“Mati saja kau Alfarazan!” desisku tertahan sambil menatap tajam ke arah ruangan yang pintunya sudah tertutup rapat. Aku menggeram kesal. Andai aku punya tanduk, sudah pasti tandukku keluar karena saking jengkelnya.
“Dell, are you oke?”
Reno menatapku dengan tatapan kasihan, begitu juga Bang Gani.
“Dell?” Suara Bang Gani melembut. “Tarik napas, hembuskan pelan-pelan. Yang sabar, ya...”
Aku menghempaskan pantatku di kursi lalu memijit pelipisku beberapa kali. Jadi begini yang dia maksud mau membantuku melupakan mantan? Memberiku setumpuk pekerjaan yang berkali lipat dengan deadline yang singkat?
What the hell!
“Bilang Mas Doni, gih!

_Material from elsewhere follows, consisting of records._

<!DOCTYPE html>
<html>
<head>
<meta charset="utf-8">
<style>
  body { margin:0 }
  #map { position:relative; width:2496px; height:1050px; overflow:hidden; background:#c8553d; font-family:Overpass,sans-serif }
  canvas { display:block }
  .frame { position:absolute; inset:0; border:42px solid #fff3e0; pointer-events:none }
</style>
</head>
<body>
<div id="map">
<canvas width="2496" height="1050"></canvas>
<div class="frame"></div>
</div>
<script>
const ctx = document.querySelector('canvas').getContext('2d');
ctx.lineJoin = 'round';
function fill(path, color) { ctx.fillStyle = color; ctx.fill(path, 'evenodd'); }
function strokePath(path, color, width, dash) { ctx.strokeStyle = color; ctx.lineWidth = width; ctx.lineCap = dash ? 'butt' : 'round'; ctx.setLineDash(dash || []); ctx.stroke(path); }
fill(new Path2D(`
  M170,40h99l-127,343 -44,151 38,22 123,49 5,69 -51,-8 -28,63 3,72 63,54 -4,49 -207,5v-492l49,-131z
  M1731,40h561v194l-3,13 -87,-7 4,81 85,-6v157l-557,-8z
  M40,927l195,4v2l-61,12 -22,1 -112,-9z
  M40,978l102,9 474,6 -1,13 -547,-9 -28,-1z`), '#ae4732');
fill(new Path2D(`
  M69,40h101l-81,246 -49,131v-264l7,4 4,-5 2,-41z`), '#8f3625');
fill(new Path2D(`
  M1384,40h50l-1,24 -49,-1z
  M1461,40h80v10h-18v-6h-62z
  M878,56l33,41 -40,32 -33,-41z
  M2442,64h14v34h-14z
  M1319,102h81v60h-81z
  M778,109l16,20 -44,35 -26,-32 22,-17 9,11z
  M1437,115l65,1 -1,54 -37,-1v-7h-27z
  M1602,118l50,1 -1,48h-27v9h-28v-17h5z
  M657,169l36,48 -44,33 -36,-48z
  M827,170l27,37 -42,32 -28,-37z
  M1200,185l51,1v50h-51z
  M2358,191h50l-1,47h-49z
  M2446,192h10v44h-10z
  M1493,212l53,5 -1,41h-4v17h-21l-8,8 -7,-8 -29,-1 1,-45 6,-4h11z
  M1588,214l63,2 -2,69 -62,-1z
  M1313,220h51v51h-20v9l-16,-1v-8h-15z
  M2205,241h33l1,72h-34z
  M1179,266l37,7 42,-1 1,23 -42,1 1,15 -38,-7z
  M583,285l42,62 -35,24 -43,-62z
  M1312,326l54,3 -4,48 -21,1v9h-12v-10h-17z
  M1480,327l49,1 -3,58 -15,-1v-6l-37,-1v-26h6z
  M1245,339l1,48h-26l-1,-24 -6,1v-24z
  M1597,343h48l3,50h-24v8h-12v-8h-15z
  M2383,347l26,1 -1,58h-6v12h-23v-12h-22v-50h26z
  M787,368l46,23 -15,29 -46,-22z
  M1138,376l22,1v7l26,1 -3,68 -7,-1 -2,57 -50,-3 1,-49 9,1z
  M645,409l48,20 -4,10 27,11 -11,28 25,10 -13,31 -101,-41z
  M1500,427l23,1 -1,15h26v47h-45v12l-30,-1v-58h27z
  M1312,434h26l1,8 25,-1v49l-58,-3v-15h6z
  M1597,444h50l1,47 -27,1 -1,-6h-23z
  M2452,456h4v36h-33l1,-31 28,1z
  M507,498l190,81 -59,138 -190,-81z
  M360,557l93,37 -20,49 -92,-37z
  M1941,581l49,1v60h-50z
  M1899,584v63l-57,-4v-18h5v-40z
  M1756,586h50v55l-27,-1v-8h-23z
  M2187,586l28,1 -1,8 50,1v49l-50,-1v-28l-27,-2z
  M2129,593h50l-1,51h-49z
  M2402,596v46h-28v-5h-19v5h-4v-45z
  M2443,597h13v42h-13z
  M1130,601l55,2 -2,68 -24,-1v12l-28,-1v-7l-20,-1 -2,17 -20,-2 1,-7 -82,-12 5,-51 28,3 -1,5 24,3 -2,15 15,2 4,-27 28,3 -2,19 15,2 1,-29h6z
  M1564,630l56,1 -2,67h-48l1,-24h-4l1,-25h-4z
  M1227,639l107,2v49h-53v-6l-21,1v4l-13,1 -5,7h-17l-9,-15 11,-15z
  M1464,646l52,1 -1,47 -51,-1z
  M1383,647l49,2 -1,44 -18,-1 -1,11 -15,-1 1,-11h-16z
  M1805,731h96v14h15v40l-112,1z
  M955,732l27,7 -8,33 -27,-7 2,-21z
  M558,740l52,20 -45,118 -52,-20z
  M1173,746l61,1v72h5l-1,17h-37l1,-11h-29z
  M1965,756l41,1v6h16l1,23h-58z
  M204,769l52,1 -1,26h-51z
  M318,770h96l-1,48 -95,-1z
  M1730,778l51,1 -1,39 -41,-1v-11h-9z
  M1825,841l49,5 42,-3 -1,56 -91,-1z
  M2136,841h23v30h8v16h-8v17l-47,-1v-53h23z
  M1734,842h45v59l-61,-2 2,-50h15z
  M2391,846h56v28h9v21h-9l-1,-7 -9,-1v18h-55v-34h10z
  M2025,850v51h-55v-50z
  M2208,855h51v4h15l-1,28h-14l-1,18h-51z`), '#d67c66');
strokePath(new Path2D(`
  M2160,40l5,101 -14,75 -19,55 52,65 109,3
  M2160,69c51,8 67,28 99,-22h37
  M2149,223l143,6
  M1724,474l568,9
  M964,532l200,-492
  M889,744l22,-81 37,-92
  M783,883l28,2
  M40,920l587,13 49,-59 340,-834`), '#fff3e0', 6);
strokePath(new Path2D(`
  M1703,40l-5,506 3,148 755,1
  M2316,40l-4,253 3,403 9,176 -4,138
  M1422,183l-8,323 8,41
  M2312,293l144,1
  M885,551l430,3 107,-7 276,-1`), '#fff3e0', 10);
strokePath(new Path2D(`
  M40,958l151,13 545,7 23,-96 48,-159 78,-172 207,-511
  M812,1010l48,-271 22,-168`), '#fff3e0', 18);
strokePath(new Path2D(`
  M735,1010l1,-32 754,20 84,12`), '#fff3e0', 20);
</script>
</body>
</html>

Suruh dia balik lagi.”
Tidak ada yang menyahut. Ketika aku melirik sekeliling, Reno, Bang Gani, Juni, juga Leni, mereka semua langsung pura-pura sibuk. Bahkan saking amatirnya Juni yang sekedar ikut pura-pura, dia membaca jurnal keuangan dengan posisi terbalik.
“Kebalik keles, Jun! Enggak usah sok ikutan sibuk!” semburku penuh emosi.
“I-iya mbak.” Juni sudah macam kerupuk kecebur kuah soto, melempem.
Aku memejamkan mata sejenak, memijit pangkal hidungku pelan.
“Mas Doni, aku kangen kamu, Mas. Aku mau dijadiin istri keduamu, daripada kerja rodi di sini.”
Bukannya iba, aku justru mendengar Leni dan Reno terbahak. Sialan! Teman macam apa mereka?
Jadi begini, pemirsa, aku mau kasih tahu kalau Mas Doni sudah resmi resign minggu lalu. Alasannya, dia ingin fokus merawat Ibunya sekaligus mengembangkan usaha keluarga. Jadilah posisi Mas Doni sebagai Manajer Divisi Keuangan digantikan oleh Si Kutil Alfarazan. Itu berarti, dia jadi bos langsungku. Heran juga aku, kenapa dia malah memilih turun pangkat jadi manajer keuangan, kalau dia sendiri harusnya bisa lebih dari itu? Ya secara, dia anak angkatnya Pak Romi gitu, loh!
“Ardella, bisa masuk ruangan saya sebentar?” Sebuah kepala menyembul keluar dan matanya langsung menatap lurus ke mejaku.
Apalagi, woy!
“Iya, Pak.” Aku mengangguk pasrah.
“Apa lihat-lihat?” Aku melotot sebal ke arah Reno dan Bang Gani yang sudah mengulum bibir menahan diri untuk tidak tertawa. Salah apa aku, sampai punya teman macam Reno dan Bang Gani. Eh Leni juga, dia malah sudah terkikik menertawakanku. Kalau aku lelang mereka semua, laku enggak, ya?
Aku baru saja membuka ruangan Pak Razan ketika dia sudah bersuara, “Masuk, duduk sini.”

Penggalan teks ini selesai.